This repository provides a Helm chart for the go-kube-downscaler
.
Here you can find a brief overview of the charts components and a quick installation guide.
The deployment.yaml file creates the main Deployment of the go-kube-downscaler with a reference to the provided ServiceAccount and ConfigMap.
The serviceaccount.yaml file creates a ServiceAccount that will be used by the go-kube-downscaler to interact with Kubernetes.
The configmap.yaml file creates a new ConfigMap with the provided name. It is used to store environment variables like EXCLUDE_NAMESPACES
.
If constrainedDownscaler is set to false the clusterrole.yaml file creates a ClusterRole and a ClusterRoleBinding which allow the actions the go-kube-downscaler needs to scale down workloads in a clusterwide context.
If constrainedDownscaler is set to true the role.yaml file creates a Role and a RoleBinding for every namespace listed in constrainedNamespaces in order to allow the necessary actions to scale down workloads.
Here is a brief overview of all the values contained in this chart:
Key | Description |
---|---|
replicaCount | Adjusts the number of replicas that the go-kube-downscaler deployment will have. |
image | Contains the repository URL and the image tag for the image you want to use. |
arguments | Defines command line arguments for the container. |
includedResources | Defines all the resources that the go-kube-downscaler is supposed to be able to handle. |
fullnameOverride | Overrides the full names of the created Kubernetes resources with the provided name if set. |
nameOverride | Overrides the chart name for the created Kubernetes resources. |
constrainedDownscaler | Sets the go-kube-downscaler to a constrained state if true, meaning that it does not run clusterwide but restricted to a list of namespaces.
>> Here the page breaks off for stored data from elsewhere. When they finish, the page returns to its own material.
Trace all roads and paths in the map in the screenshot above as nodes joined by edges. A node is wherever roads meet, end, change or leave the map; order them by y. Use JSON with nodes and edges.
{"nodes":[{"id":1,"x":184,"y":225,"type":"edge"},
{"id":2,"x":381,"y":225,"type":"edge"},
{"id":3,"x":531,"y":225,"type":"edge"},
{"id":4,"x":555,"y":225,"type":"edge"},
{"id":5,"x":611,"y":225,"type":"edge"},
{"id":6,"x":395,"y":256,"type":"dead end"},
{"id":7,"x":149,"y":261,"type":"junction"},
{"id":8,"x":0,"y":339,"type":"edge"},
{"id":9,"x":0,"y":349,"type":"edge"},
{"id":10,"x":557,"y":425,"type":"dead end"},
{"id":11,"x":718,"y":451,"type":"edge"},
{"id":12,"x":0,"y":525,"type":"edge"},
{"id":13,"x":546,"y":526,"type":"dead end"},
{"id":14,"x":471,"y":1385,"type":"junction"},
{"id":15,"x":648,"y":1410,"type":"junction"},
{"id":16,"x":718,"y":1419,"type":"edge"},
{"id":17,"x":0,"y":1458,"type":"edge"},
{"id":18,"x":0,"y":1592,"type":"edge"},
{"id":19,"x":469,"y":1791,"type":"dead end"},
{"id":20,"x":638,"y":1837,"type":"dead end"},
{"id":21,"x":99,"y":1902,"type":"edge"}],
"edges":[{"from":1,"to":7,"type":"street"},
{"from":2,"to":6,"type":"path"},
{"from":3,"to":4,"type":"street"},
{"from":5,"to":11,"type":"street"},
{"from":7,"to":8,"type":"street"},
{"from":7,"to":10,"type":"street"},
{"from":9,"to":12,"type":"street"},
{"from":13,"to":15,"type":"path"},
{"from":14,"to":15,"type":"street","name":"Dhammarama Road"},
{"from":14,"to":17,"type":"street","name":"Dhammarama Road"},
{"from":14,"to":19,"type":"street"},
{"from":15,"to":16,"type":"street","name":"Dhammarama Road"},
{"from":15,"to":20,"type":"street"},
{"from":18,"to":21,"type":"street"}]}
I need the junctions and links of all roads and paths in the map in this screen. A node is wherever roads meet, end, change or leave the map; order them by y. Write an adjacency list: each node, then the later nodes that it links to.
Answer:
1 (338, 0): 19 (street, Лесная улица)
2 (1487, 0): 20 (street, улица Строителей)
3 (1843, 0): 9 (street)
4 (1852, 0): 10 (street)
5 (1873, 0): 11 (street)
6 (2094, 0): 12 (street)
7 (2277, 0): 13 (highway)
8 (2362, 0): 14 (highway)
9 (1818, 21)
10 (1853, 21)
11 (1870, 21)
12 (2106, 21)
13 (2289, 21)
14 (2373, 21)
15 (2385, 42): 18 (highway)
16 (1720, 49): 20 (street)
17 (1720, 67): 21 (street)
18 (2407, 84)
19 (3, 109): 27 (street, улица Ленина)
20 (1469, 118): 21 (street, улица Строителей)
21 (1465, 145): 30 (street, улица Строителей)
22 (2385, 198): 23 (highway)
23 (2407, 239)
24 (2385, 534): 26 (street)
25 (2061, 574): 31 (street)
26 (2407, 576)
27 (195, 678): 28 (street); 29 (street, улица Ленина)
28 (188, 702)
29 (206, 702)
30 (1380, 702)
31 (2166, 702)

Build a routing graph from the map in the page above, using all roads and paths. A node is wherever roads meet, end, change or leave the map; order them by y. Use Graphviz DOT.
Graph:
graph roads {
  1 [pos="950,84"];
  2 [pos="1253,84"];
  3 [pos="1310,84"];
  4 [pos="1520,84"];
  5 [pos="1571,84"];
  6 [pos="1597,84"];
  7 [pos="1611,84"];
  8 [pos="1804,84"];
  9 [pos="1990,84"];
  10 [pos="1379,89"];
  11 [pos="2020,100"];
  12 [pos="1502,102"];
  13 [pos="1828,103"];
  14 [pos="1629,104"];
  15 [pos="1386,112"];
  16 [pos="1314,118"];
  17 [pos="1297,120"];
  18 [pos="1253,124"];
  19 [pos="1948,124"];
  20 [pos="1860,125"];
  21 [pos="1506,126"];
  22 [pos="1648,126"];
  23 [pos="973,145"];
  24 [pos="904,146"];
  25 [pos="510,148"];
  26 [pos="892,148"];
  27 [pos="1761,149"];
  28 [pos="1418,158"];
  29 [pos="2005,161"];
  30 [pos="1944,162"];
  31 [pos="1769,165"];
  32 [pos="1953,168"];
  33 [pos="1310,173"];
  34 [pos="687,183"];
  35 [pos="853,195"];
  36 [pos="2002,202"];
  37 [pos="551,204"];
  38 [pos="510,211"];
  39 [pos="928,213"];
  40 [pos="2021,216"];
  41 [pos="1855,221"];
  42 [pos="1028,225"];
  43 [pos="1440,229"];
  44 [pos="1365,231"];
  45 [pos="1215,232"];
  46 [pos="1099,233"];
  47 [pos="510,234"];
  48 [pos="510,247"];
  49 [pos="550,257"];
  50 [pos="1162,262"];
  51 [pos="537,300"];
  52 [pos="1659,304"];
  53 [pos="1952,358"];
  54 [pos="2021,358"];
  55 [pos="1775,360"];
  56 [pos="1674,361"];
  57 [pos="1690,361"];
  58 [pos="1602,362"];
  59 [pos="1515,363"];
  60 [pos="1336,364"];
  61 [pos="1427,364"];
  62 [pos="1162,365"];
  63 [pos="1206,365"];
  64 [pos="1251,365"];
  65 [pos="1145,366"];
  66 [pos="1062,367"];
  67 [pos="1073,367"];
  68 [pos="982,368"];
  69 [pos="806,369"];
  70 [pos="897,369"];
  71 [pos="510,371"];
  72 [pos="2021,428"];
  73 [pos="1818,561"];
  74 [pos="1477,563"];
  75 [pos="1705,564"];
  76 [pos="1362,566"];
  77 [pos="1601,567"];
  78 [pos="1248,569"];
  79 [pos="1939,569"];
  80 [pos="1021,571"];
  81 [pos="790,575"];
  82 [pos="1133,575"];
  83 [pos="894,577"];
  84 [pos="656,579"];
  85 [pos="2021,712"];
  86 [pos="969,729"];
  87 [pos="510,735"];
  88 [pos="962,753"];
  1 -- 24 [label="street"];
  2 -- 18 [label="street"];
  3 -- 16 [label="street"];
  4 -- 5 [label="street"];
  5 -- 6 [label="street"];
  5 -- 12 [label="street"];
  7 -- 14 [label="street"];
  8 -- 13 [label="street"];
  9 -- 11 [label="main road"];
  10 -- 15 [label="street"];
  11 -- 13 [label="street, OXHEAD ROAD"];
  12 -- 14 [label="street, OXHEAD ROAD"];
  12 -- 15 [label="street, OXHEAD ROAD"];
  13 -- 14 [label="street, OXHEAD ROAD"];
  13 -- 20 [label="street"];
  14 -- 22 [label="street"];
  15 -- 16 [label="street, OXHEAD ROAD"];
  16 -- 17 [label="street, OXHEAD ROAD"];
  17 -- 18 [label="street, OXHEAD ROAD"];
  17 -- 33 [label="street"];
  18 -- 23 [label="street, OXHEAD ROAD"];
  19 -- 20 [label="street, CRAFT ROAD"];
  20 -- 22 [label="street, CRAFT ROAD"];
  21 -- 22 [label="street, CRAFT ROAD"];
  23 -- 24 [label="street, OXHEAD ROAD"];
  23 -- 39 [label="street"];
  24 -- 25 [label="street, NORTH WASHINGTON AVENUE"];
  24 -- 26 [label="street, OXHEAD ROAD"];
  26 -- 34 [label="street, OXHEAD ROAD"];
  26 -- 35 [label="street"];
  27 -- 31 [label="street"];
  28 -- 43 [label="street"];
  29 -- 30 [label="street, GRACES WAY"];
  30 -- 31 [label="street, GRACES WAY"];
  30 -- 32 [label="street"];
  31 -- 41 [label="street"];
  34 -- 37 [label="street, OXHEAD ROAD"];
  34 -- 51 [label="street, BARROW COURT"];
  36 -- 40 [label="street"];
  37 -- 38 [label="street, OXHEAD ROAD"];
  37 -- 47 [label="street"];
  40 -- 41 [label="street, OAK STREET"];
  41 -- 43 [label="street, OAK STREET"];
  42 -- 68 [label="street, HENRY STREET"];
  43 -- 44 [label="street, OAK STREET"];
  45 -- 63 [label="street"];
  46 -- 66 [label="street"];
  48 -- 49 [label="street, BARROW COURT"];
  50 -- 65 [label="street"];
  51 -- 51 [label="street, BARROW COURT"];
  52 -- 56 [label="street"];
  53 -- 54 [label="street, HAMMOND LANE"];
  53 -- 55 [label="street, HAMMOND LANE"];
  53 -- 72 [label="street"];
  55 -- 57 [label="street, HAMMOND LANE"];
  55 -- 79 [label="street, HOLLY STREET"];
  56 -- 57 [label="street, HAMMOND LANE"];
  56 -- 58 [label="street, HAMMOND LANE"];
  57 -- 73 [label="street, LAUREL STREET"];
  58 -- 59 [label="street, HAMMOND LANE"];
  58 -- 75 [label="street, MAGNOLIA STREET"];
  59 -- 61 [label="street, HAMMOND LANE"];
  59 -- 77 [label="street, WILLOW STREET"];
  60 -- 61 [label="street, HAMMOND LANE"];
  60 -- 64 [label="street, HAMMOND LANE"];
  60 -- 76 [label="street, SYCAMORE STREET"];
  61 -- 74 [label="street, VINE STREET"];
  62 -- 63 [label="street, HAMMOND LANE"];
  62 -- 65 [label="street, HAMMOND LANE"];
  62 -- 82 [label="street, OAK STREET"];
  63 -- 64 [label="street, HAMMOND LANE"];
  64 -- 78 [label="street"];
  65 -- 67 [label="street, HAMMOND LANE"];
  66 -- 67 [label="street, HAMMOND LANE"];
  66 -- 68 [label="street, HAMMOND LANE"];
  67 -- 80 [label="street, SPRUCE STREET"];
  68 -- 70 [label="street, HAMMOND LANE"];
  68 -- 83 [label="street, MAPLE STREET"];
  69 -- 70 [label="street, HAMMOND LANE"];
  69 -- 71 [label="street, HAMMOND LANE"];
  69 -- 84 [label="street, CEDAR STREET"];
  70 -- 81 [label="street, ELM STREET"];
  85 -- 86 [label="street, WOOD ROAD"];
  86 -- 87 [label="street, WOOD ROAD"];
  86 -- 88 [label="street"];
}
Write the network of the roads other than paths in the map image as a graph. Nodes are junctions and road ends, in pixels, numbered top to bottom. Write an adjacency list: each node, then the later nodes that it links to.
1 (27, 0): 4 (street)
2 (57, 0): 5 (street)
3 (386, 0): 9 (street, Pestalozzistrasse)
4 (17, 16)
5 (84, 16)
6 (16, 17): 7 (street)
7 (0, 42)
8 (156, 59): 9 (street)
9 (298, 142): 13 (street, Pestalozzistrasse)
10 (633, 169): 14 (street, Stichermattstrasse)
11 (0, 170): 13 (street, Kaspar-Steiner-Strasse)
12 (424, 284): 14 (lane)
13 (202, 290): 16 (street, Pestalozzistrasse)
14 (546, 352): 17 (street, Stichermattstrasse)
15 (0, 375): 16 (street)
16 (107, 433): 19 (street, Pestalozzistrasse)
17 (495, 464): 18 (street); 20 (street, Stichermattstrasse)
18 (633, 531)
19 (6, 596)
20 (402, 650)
These namespaces are listed in constrainedNamespaces. |
constrainedNamespaces | A list of namespaces the go-kube-downscaler is going to operate on when constrained. |
serviceAccount | Specifies whether a new ServiceAccount is supposed to be created and if not, what the name of the ServiceAccount to use is. |
podSecurityContext | Defines the SecurityContext on pod level. (More info here) |
securityContext | Defines the SecurityContext on container level. (More info here) |
resources | Defines the CPU and memory limits and requests. |
nodeSelector | Defines labels of nodes that you want the deployment to schedule them on. |
tolerations | Adds tolerations to the pods of the deployment to be able to be scheduled on nodes with matching taints. (More info here) |
affinity | Defines rules for node affinity and pod affinity/anti-affinity. (More info here) |
configMapName | The name of the configmap for the go-kube-downscaler. |
excludedNamespaces | A list of namespaces that are supposed to be excluded from the downscaling process of the go-kube-downscaler. |
extraConfig | Adds additional specified environment variables to the ConfigMap. |
The default values can be found here.
In order to get started installing the go-kube-downscaler using our helm chart you only need to have helm installed on your system and have access to a Kubernetes cluster in some kind of way.
You can find out how to install helm here.
Also make sure you are on the right cluster and namespace where you want to deploy the go-kube-downscaler.
There are two ways to install this helm chart:
You can either add our chart repository and deploy it by running:
helm repo add caas-team https://caas-team.github.io/helm-charts/
helm install go-kube-downscaler caas-team/go-kube-downscaler
OR
You can alternatively clone this repository, change the current directory to the GoKubeDownscaler repository and run:
helm install go-kube-downscaler ./deployments/chart
Make sure to adjust the values.yaml as needed or use a custom values.yaml file.
Now all that is left to do is annotate the workloads you want to scale. You can find out how to do that in the main readme.